→ **Exercise directions**
Filter these entries so that only lines with the word "highway" remain.

Records contained in a dataset

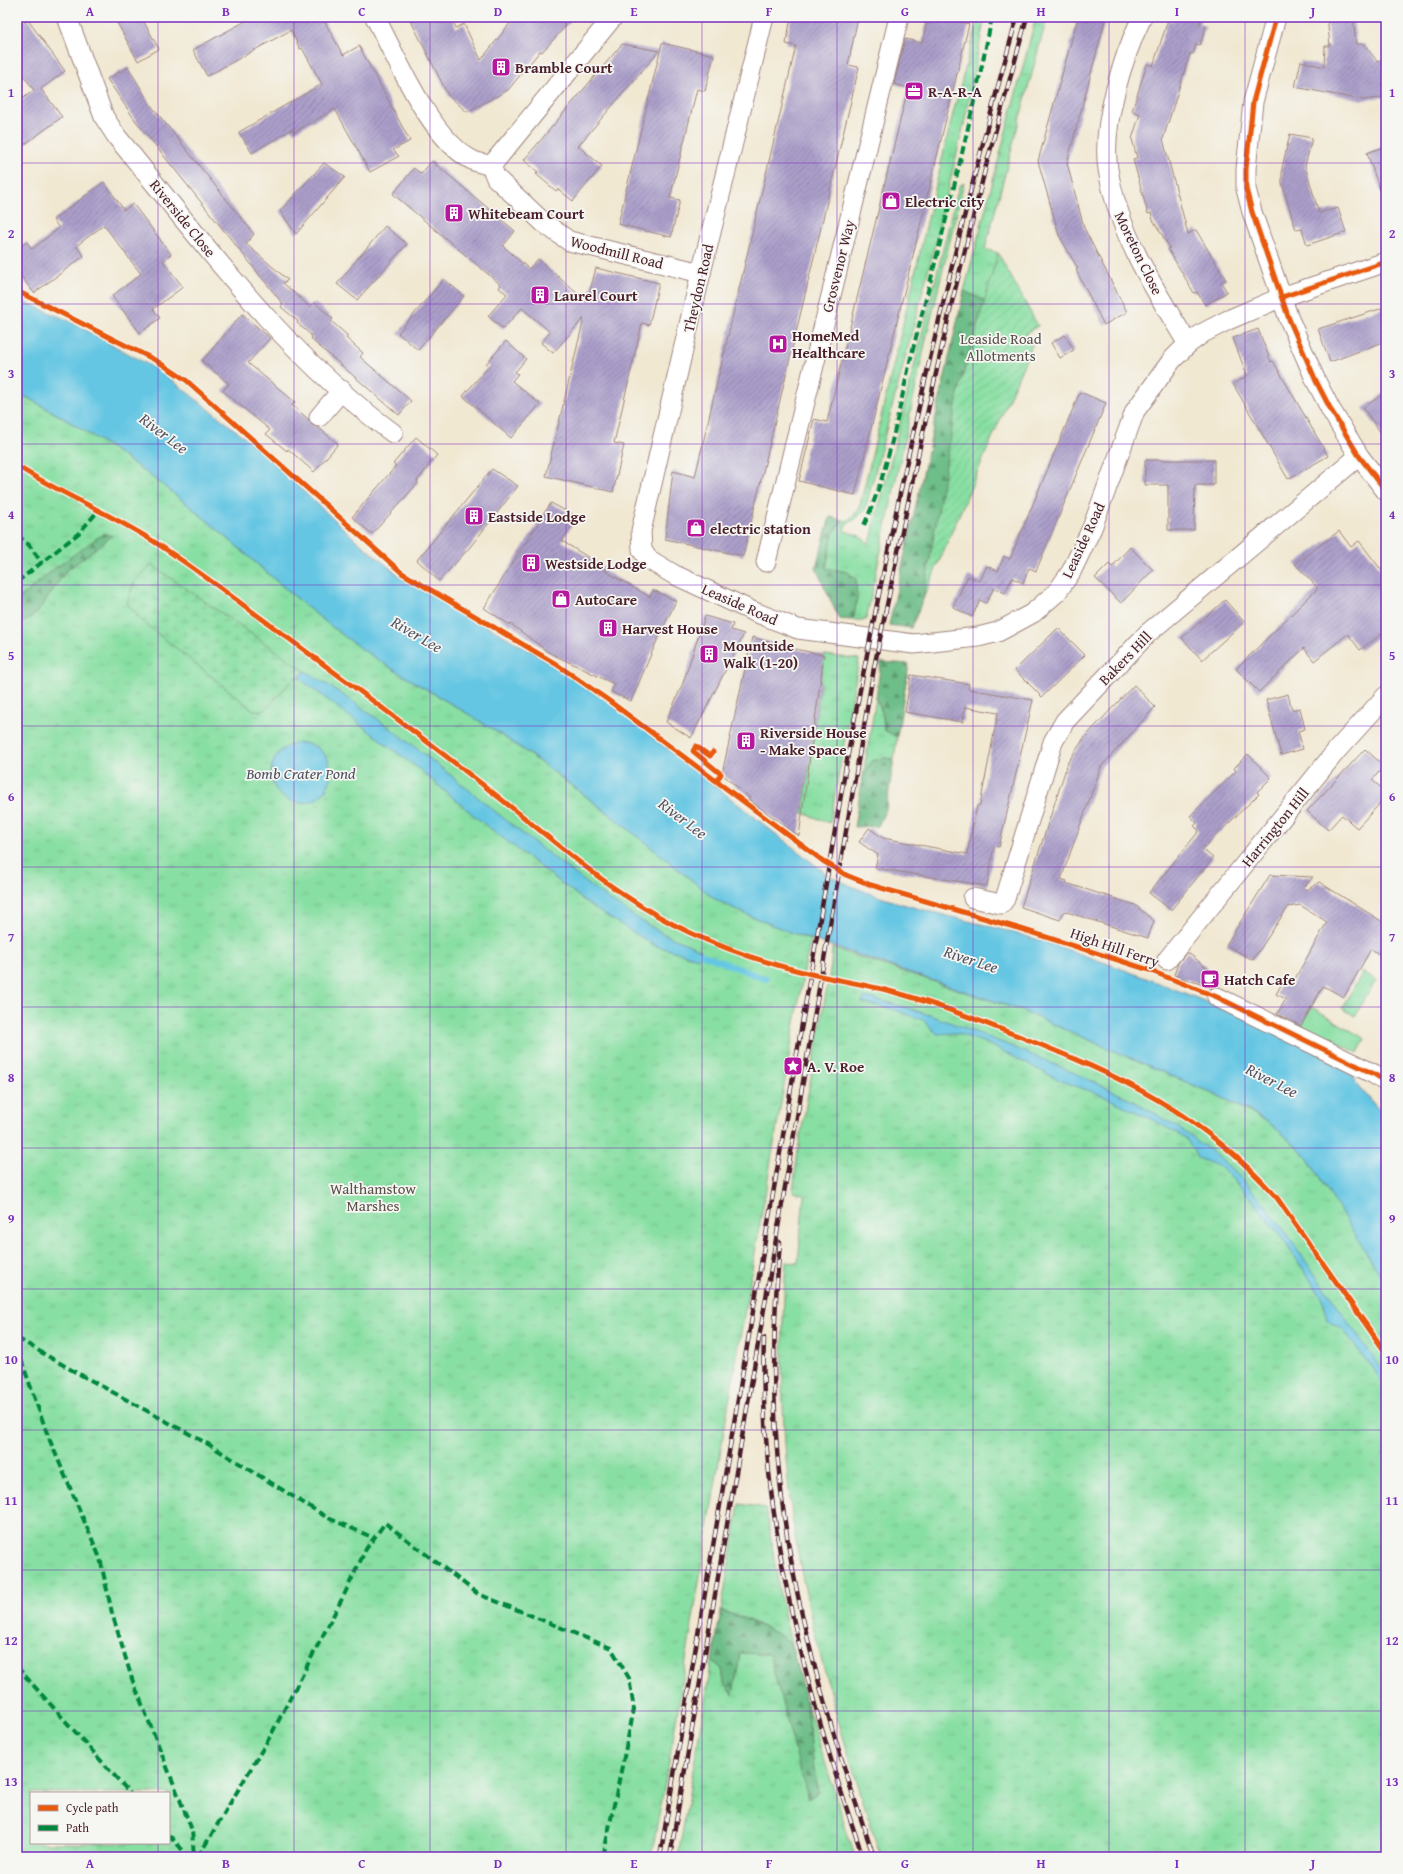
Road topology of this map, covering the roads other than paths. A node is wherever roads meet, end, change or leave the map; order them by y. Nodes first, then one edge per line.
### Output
1 (67, 17) edge
2 (375, 17) edge
3 (613, 17) edge
4 (764, 17) edge
5 (899, 17) edge
6 (1142, 17) edge
7 (1276, 17) edge
8 (491, 166) junction
9 (1386, 262) edge
10 (701, 273) junction
11 (1282, 297) junction
12 (1188, 344) junction
13 (342, 390) junction
14 (319, 417) dead end
15 (393, 433) dead end
16 (1359, 456) junction
17 (1386, 491) edge
18 (648, 559) joint
19 (766, 562) dead end
20 (1386, 696) edge
21 (973, 898) dead end
22 (1167, 960) dead end
23 (1217, 997) dead end
24 (1386, 1082) edge

1 - 13 street, Riverside Close
2 - 8 street
3 - 8 street
4 - 10 street, Theydon Road
5 - 19 street, Grosvenor Way
6 - 12 street, Moreton Close
7 - 11 street
8 - 10 street, Woodmill Road
9 - 11 street, Leaside Road
10 - 18 street, Theydon Road
11 - 12 street, Leaside Road
11 - 16 street
12 - 18 street, Leaside Road
13 - 14 street
13 - 15 street, Riverside Close
16 - 17 street
16 - 21 street, Bakers Hill
20 - 22 street, Harrington Hill
23 - 24 street

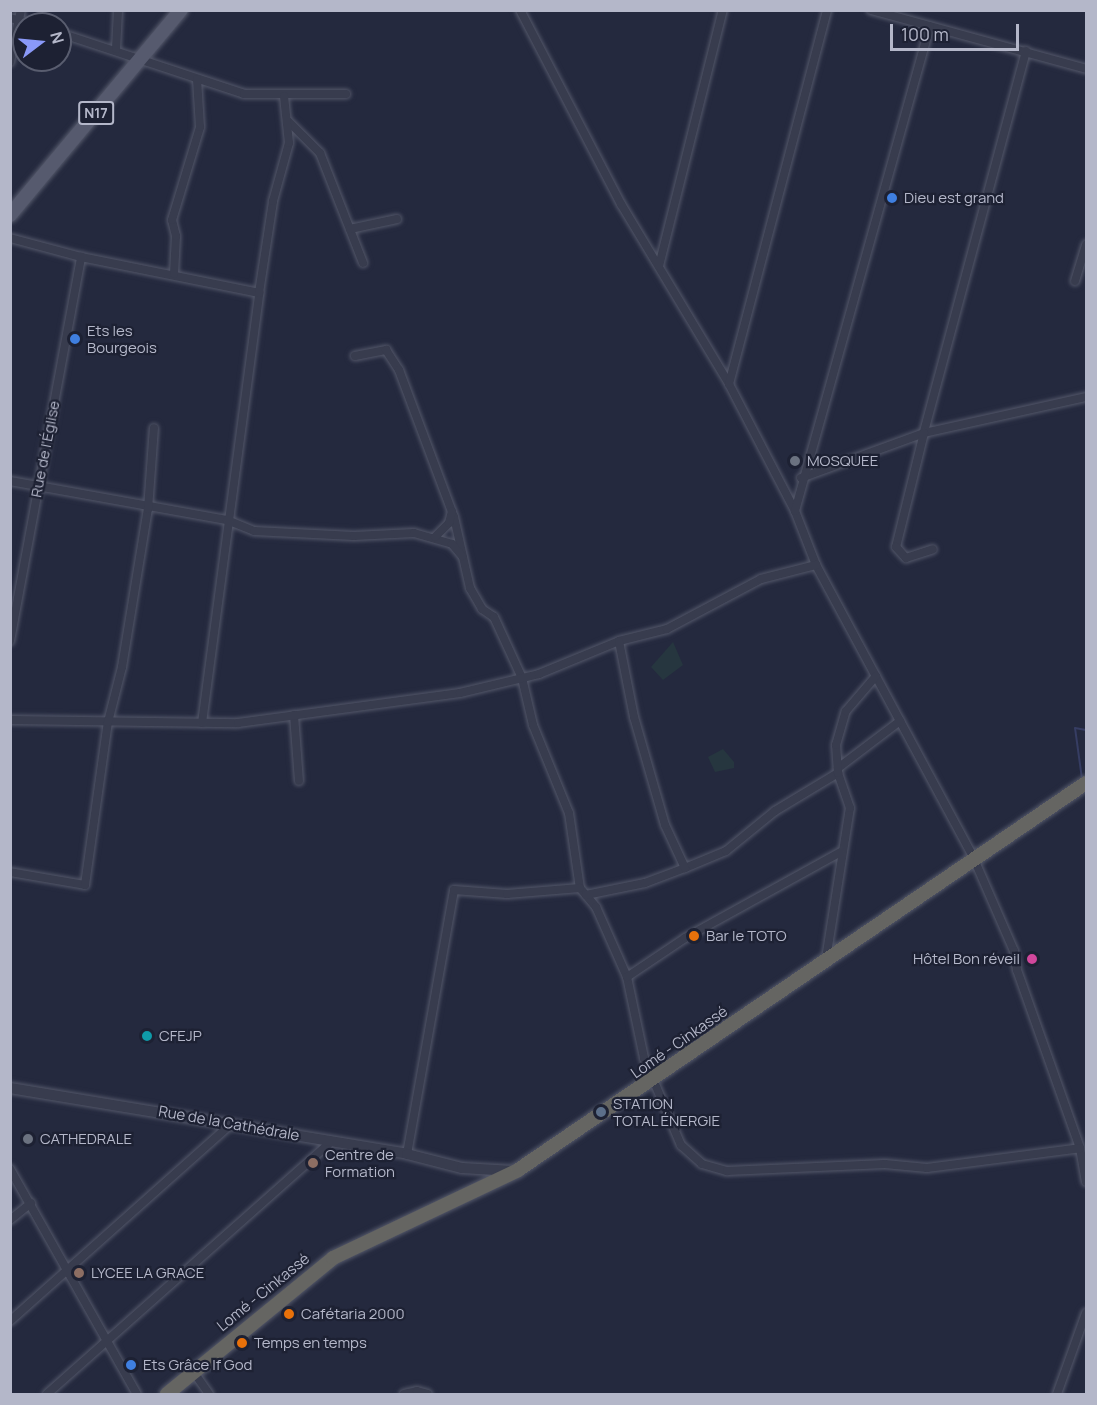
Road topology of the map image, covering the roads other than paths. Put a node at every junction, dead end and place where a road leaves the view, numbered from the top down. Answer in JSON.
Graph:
{"nodes":[{"id":1,"x":118,"y":10,"type":"edge"},
{"id":2,"x":181,"y":10,"type":"edge"},
{"id":3,"x":520,"y":10,"type":"edge"},
{"id":4,"x":723,"y":10,"type":"edge"},
{"id":5,"x":826,"y":10,"type":"edge"},
{"id":6,"x":871,"y":10,"type":"edge"},
{"id":7,"x":930,"y":26,"type":"junction"},
{"id":8,"x":72,"y":36,"type":"edge"},
{"id":9,"x":12,"y":45,"type":"edge"},
{"id":10,"x":116,"y":49,"type":"junction"},
{"id":11,"x":1026,"y":51,"type":"junction"},
{"id":12,"x":143,"y":57,"type":"junction"},
{"id":13,"x":10,"y":62,"type":"edge"},
{"id":14,"x":1086,"y":69,"type":"edge"},
{"id":15,"x":197,"y":79,"type":"junction"},
{"id":16,"x":346,"y":94,"type":"dead end"},
{"id":17,"x":284,"y":96,"type":"junction"},
{"id":18,"x":289,"y":122,"type":"junction"},
{"id":19,"x":10,"y":215,"type":"edge"},
{"id":20,"x":397,"y":219,"type":"dead end"},
{"id":21,"x":350,"y":229,"type":"junction"},
{"id":22,"x":10,"y":238,"type":"edge"},
{"id":23,"x":1086,"y":245,"type":"edge"},
{"id":24,"x":81,"y":257,"type":"junction"},
{"id":25,"x":363,"y":263,"type":"dead end"},
{"id":26,"x":659,"y":266,"type":"junction"},
{"id":27,"x":174,"y":274,"type":"junction"},
{"id":28,"x":1075,"y":281,"type":"dead end"},
{"id":29,"x":259,"y":293,"type":"junction"},
{"id":30,"x":355,"y":356,"type":"dead end"},
{"id":31,"x":729,"y":384,"type":"junction"},
{"id":32,"x":1086,"y":397,"type":"edge"},
{"id":33,"x":154,"y":428,"type":"dead end"},
{"id":34,"x":924,"y":433,"type":"junction"},
{"id":35,"x":801,"y":478,"type":"junction"},
{"id":36,"x":10,"y":481,"type":"edge"},
{"id":37,"x":38,"y":488,"type":"junction"},
{"id":38,"x":148,"y":508,"type":"junction"},
{"id":39,"x":795,"y":510,"type":"junction"},
{"id":40,"x":452,"y":511,"type":"junction"},
{"id":41,"x":227,"y":520,"type":"junction"},
{"id":42,"x":435,"y":537,"type":"junction"},
{"id":43,"x":933,"y":549,"type":"dead end"},
{"id":44,"x":464,"y":559,"type":"junction"},
{"id":45,"x":816,"y":565,"type":"junction"},
{"id":46,"x":15,"y":588,"type":"edge"},
{"id":47,"x":10,"y":641,"type":"edge"},
{"id":48,"x":620,"y":641,"type":"junction"},
{"id":49,"x":876,"y":676,"type":"junction"},
{"id":50,"x":522,"y":678,"type":"junction"},
{"id":51,"x":294,"y":715,"type":"junction"},
{"id":52,"x":10,"y":720,"type":"edge"},
{"id":53,"x":900,"y":721,"type":"junction"},
{"id":54,"x":108,"y":722,"type":"junction"},
{"id":55,"x":202,"y":723,"type":"junction"},
{"id":56,"x":838,"y":771,"type":"junction"},
{"id":57,"x":299,"y":781,"type":"dead end"},
{"id":58,"x":1084,"y":785,"type":"edge"},
{"id":59,"x":842,"y":852,"type":"junction"},
{"id":60,"x":974,"y":859,"type":"junction"},
{"id":61,"x":685,"y":868,"type":"junction"},
{"id":62,"x":10,"y":872,"type":"edge"},
{"id":63,"x":584,"y":891,"type":"junction"},
{"id":64,"x":826,"y":959,"type":"junction"},
{"id":65,"x":627,"y":977,"type":"junction"},
{"id":66,"x":651,"y":1082,"type":"junction"},
{"id":67,"x":10,"y":1088,"type":"edge"},
{"id":68,"x":231,"y":1124,"type":"junction"},
{"id":69,"x":332,"y":1141,"type":"junction"},
{"id":70,"x":1080,"y":1149,"type":"junction"},
{"id":71,"x":407,"y":1154,"type":"junction"},
{"id":72,"x":10,"y":1169,"type":"edge"},
{"id":73,"x":518,"y":1170,"type":"junction"},
{"id":74,"x":1086,"y":1180,"type":"edge"},
{"id":75,"x":31,"y":1203,"type":"junction"},
{"id":76,"x":10,"y":1220,"type":"edge"},
{"id":77,"x":67,"y":1268,"type":"junction"},
{"id":78,"x":1086,"y":1314,"type":"edge"},
{"id":79,"x":10,"y":1321,"type":"edge"},
{"id":80,"x":107,"y":1340,"type":"junction"},
{"id":81,"x":192,"y":1371,"type":"junction"},
{"id":82,"x":47,"y":1395,"type":"edge"},
{"id":83,"x":137,"y":1395,"type":"edge"},
{"id":84,"x":167,"y":1395,"type":"edge"},
{"id":85,"x":209,"y":1395,"type":"edge"},
{"id":86,"x":404,"y":1395,"type":"edge"},
{"id":87,"x":428,"y":1395,"type":"edge"},
{"id":88,"x":1057,"y":1395,"type":"edge"}],
"edges":[{"from":1,"to":10,"type":"street"},
{"from":2,"to":12,"type":"main road","number":"N17"},
{"from":3,"to":26,"type":"street"},
{"from":4,"to":26,"type":"street"},
{"from":5,"to":31,"type":"street"},
{"from":6,"to":7,"type":"street"},
{"from":7,"to":11,"type":"street"},
{"from":7,"to":35,"type":"street"},
{"from":8,"to":10,"type":"street"},
{"from":9,"to":13,"type":"street"},
{"from":10,"to":12,"type":"street"},
{"from":11,"to":14,"type":"street"},
{"from":11,"to":34,"type":"street"},
{"from":12,"to":15,"type":"street"},
{"from":12,"to":19,"type":"main road","number":"N17"},
{"from":15,"to":17,"type":"street"},
{"from":15,"to":27,"type":"street"},
{"from":16,"to":17,"type":"street"},
{"from":17,"to":18,"type":"street"},
{"from":18,"to":21,"type":"street"},
{"from":18,"to":29,"type":"street"},
{"from":20,"to":21,"type":"street"},
{"from":21,"to":25,"type":"street"},
{"from":22,"to":24,"type":"street"},
{"from":23,"to":28,"type":"street"},
{"from":24,"to":27,"type":"street"},
{"from":24,"to":37,"type":"street","name":"Rue de l'Église"},
{"from":26,"to":31,"type":"street"},
{"from":27,"to":29,"type":"street"},
{"from":29,"to":41,"type":"street"},
{"from":30,"to":40,"type":"street"},
{"from":31,"to":39,"type":"street"},
{"from":32,"to":34,"type":"street"},
{"from":33,"to":38,"type":"street"},
{"from":34,"to":35,"type":"street"},
{"from":34,"to":43,"type":"street"},
{"from":35,"to":39,"type":"street"},
{"from":36,"to":37,"type":"street"},
{"from":37,"to":38,"type":"street"},
{"from":37,"to":46,"type":"street","name":"Rue de l'Église"},
{"from":38,"to":41,"type":"street"},
{"from":38,"to":54,"type":"street"},
{"from":39,"to":45,"type":"street"},
{"from":40,"to":42,"type":"street"},
{"from":40,"to":44,"type":"street"},
{"from":41,"to":42,"type":"street"},
{"from":41,"to":55,"type":"street"},
{"from":42,"to":44,"type":"street"},
{"from":44,"to":50,"type":"street"},
{"from":45,"to":48,"type":"street"},
{"from":45,"to":49,"type":"street"},
{"from":46,"to":47,"type":"street","name":"Rue de l'Église"},
{"from":48,"to":50,"type":"street"},
{"from":48,"to":61,"type":"street"},
{"from":49,"to":53,"type":"street"},
{"from":49,"to":56,"type":"street"},
{"from":50,"to":51,"type":"street"},
{"from":50,"to":63,"type":"street"},
{"from":51,"to":55,"type":"street"},
{"from":51,"to":57,"type":"street"},
{"from":52,"to":54,"type":"street"},
{"from":53,"to":56,"type":"street"},
{"from":53,"to":60,"type":"street"},
{"from":54,"to":55,"type":"street"},
{"from":54,"to":62,"type":"street"},
{"from":56,"to":59,"type":"street"},
{"from":56,"to":61,"type":"street"},
{"from":58,"to":60,"type":"highway","name":"Lomé - Cinkassé"},
{"from":59,"to":64,"type":"street"},
{"from":59,"to":65,"type":"street"},
{"from":60,"to":64,"type":"highway","name":"Lomé - Cinkassé"},
{"from":60,"to":70,"type":"street"},
{"from":61,"to":63,"type":"street"},
{"from":63,"to":65,"type":"street"},
{"from":63,"to":71,"type":"street"},
{"from":64,"to":66,"type":"highway","name":"Lomé - Cinkassé"},
{"from":65,"to":66,"type":"street"},
{"from":66,"to":70,"type":"street"},
{"from":66,"to":73,"type":"highway","name":"Lomé - Cinkassé"},
{"from":67,"to":68,"type":"street","name":"Rue de la Cathédrale"},
{"from":68,"to":69,"type":"street","name":"Rue de la Cathédrale"},
{"from":68,"to":77,"type":"street"},
{"from":69,"to":71,"type":"street","name":"Rue de la Cathédrale"},
{"from":69,"to":80,"type":"street"},
{"from":70,"to":74,"type":"street"},
{"from":71,"to":73,"type":"street","name":"Rue de la Cathédrale"},
{"from":72,"to":75,"type":"street"},
{"from":73,"to":81,"type":"highway","name":"Lomé - Cinkassé"},
{"from":75,"to":76,"type":"street"},
{"from":75,"to":77,"type":"street"},
{"from":77,"to":79,"type":"street"},
{"from":77,"to":80,"type":"street"},
{"from":78,"to":88,"type":"street"},
{"from":80,"to":82,"type":"street"},
{"from":80,"to":83,"type":"street"},
{"from":81,"to":84,"type":"highway","name":"Lomé - Cinkassé"},
{"from":81,"to":85,"type":"street"},
{"from":86,"to":87,"type":"street"}]}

→ **Your solution**
{"from":58,"to":60,"type":"highway","name":"Lomé - Cinkassé"},
{"from":60,"to":64,"type":"highway","name":"Lomé - Cinkassé"},
{"from":64,"to":66,"type":"highway","name":"Lomé - Cinkassé"},
{"from":66,"to":73,"type":"highway","name":"Lomé - Cinkassé"},
{"from":73,"to":81,"type":"highway","name":"Lomé - Cinkassé"},
{"from":81,"to":84,"type":"highway","name":"Lomé - Cinkassé"},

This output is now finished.